Former TNA World Heavyweight and owner of Global Force Wrestling, Jeff Jarrett recently took some time to participate in an interview. Jarrett revealed the changes of the wrestling industry, new opportunities with Global Force Wrestling, his time with the TNA promotion and his experiences competing in both Puerto Rico and Japan. Check out the complete interview below.
As a third-generation entertainer entrenched in the business, was training under your dad both beneficial & detrimental? And how did it differ from your training under the late Buddy Landel?
Jeff Jarrett: “Let me stop you, I wasn’t trained by Buddy. He never trained me. That’s a rumor that got put out there. He and Bill Dundee beat me up for the very first time. That was sort of my induction so he would like to take credit for training me. (chuckles) He would like to say that he put me through what they say is the school of hard knocks.

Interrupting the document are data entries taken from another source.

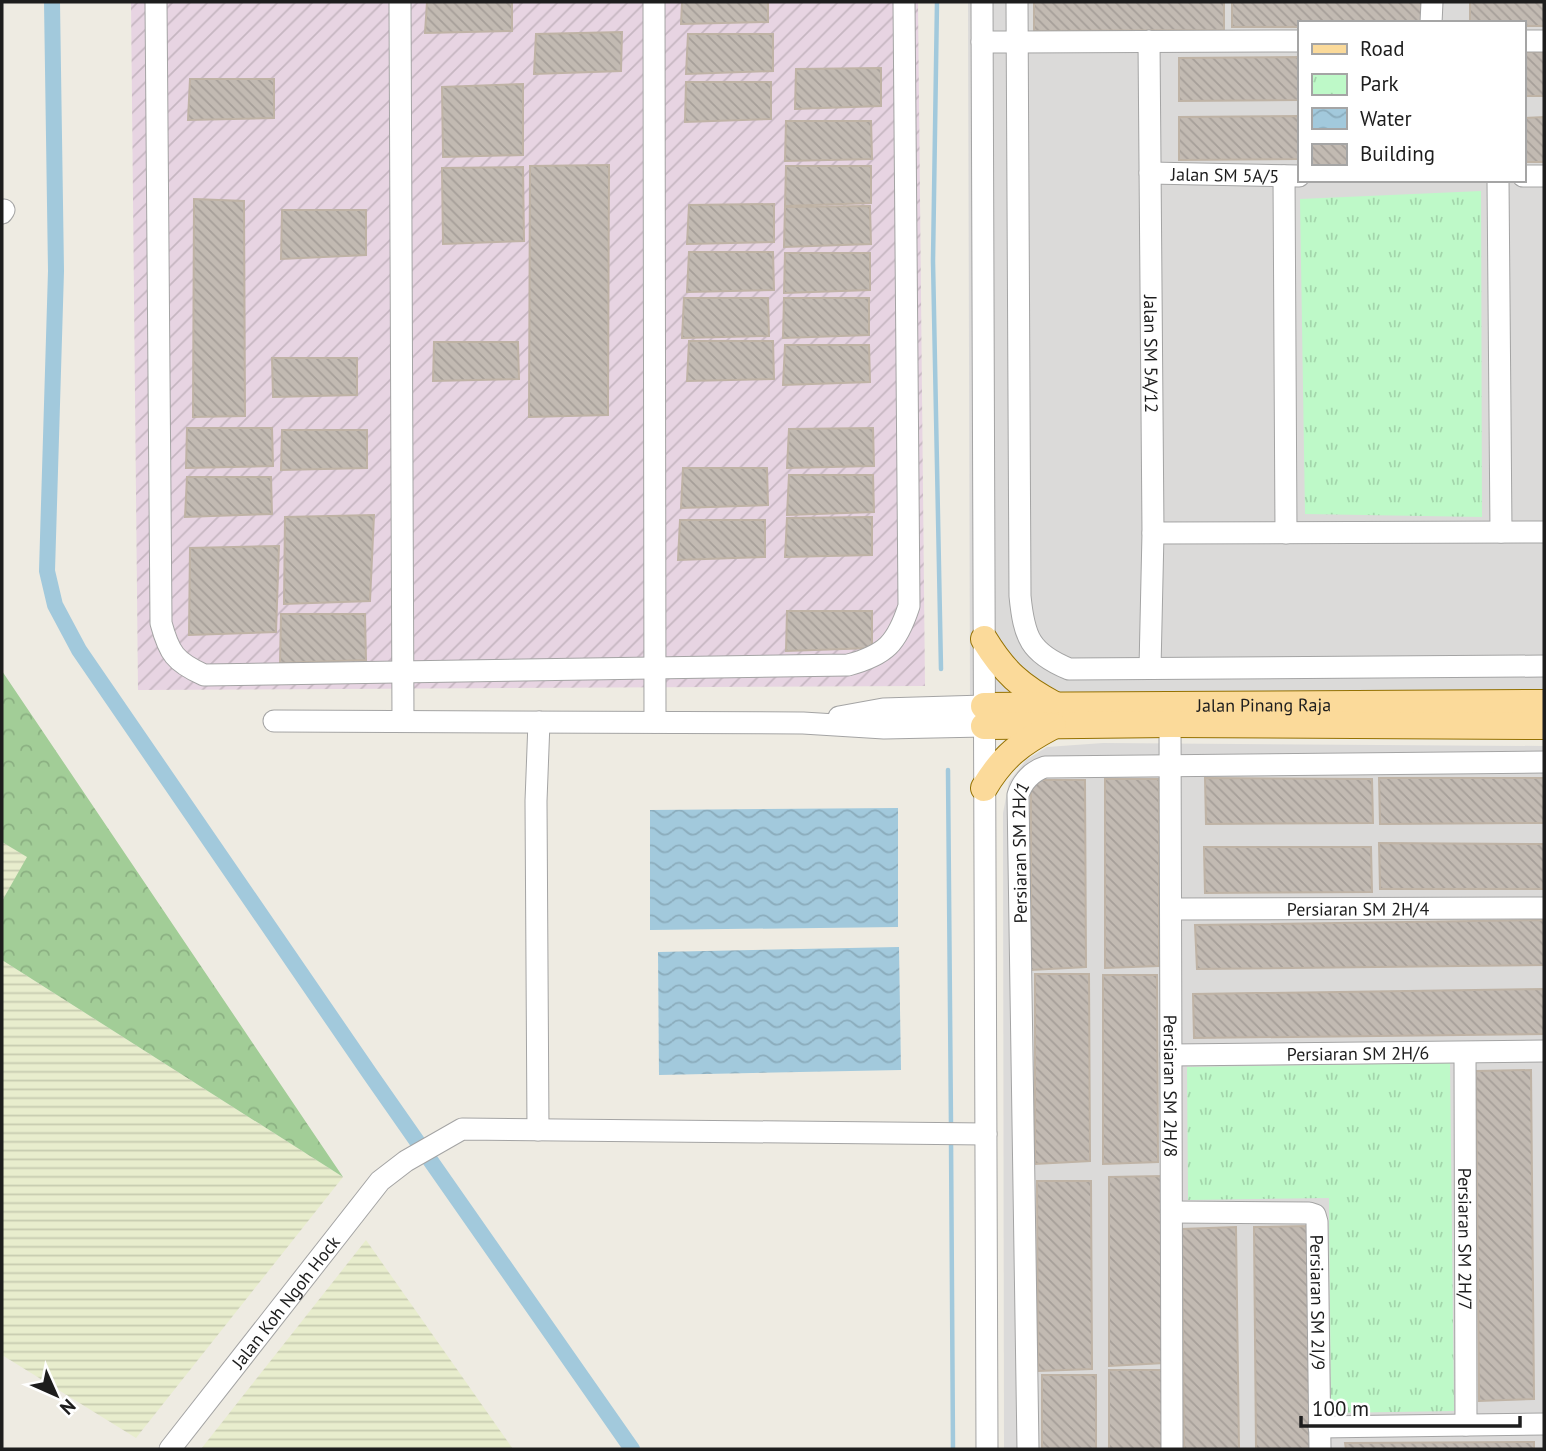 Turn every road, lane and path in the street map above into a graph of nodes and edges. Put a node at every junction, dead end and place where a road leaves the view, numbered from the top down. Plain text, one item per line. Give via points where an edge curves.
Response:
1 (156, 2) edge
2 (400, 2) edge
3 (654, 2) edge
4 (904, 2) edge
5 (982, 2) edge
6 (1017, 2) edge
7 (1432, 2) edge
8 (1431, 21) edge
9 (1149, 41) junction
10 (1298, 41) edge
11 (1525, 41) edge
12 (1544, 41) edge
13 (982, 42) junction
14 (1017, 42) junction
15 (1150, 173) junction
16 (1292, 176) edge
17 (1525, 176) edge
18 (1544, 176) edge
19 (1498, 182) edge
20 (1501, 532) junction
21 (1544, 532) edge
22 (1153, 533) junction
23 (1286, 533) junction
24 (984, 639) junction
25 (1544, 666) edge
26 (654, 667) junction
27 (1150, 668) junction
28 (404, 672) junction
29 (1544, 703) edge
30 (1056, 715) junction
31 (984, 716) junction
32 (274, 721) dead end
33 (403, 721) junction
34 (539, 722) junction
35 (654, 722) junction
36 (1170, 724) junction
37 (1544, 726) edge
38 (1544, 762) edge
39 (1170, 766) junction
40 (984, 788) junction
41 (1544, 908) edge
42 (1171, 909) junction
43 (1544, 1051) edge
44 (1465, 1053) junction
45 (1171, 1055) junction
46 (538, 1130) junction
47 (986, 1134) junction
48 (1171, 1212) junction
49 (1544, 1424) edge
50 (1466, 1425) junction
51 (1319, 1427) junction
52 (170, 1449) edge
53 (987, 1449) edge
54 (1028, 1449) edge
55 (1172, 1449) edge
56 (1320, 1449) edge

1 - 28 street via 162,623 168,649 183,666 204,675
2 - 28 street
3 - 26 street
4 - 26 street via 909,606 901,630 887,649 848,665
5 - 13 street
6 - 14 street
7 - 8 street
9 - 10 street
9 - 14 street
9 - 15 street, Jalan SM 5A/12
11 - 12 street
13 - 14 street
13 - 24 street
14 - 27 street via 1022,620 1029,640 1046,660 1069,669
15 - 16 street, Jalan SM 5A/5
15 - 22 street, Jalan SM 5A/12
16 - 23 street
17 - 18 street
19 - 20 street
20 - 21 street
20 - 23 street
22 - 23 street
22 - 27 street, Jalan SM 5A/12
24 - 30 main road via 1010,675
24 - 31 street
25 - 27 street
26 - 28 street
26 - 35 street
28 - 33 street
29 - 30 main road, Jalan Pinang Raja
30 - 31 main road, Jalan Pinang Raja
30 - 36 main road
30 - 40 main road via 996,767
31 - 35 street via 883,709 803,723
31 - 40 street
32 - 33 street
33 - 34 street
34 - 35 street
34 - 46 street
36 - 37 main road
36 - 39 street, Persiaran SM 2H/8
38 - 39 street, Persiaran SM 2H/1
39 - 42 street, Persiaran SM 2H/8
39 - 54 street, Persiaran SM 2H/1 via 1045,767 1027,778 1017,795
40 - 47 street
41 - 42 street, Persiaran SM 2H/4
42 - 45 street, Persiaran SM 2H/8
43 - 44 street, Persiaran SM 2H/6
44 - 45 street, Persiaran SM 2H/6
44 - 50 street, Persiaran SM 2H/7
45 - 48 street, Persiaran SM 2H/8
46 - 47 street
46 - 52 street, Jalan Koh Ngoh Hock via 463,1129 380,1181
47 - 53 street
48 - 51 street, Persiaran SM 2I/9 via 1315,1215
48 - 55 street, Persiaran SM 2H/8
49 - 50 street
50 - 51 street
51 - 56 street, Persiaran SM 2I/9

I have often thought and I’ve been told this by numerous people that I respect in the business that have been around a long time. When you’re the son of a promoter and the son of a wrestler, it’s the best thing that could ever happen to them and it’s also the worst thing that could ever happen to them all at the same time. You have to take the good with the bad because being the son of a wrestler and a promoter and being the grandson of a promoter on his stepmother’s side, it’s a wrestling family.
As I work through the difficult times as a rookie in the business and I’ve been in all my active years. I look back at all my life experiences and realize how valuable those early days were riding in the backseat of a car going to all those different towns and put down all those wonderful cards or running the concession stands and setting up the ring.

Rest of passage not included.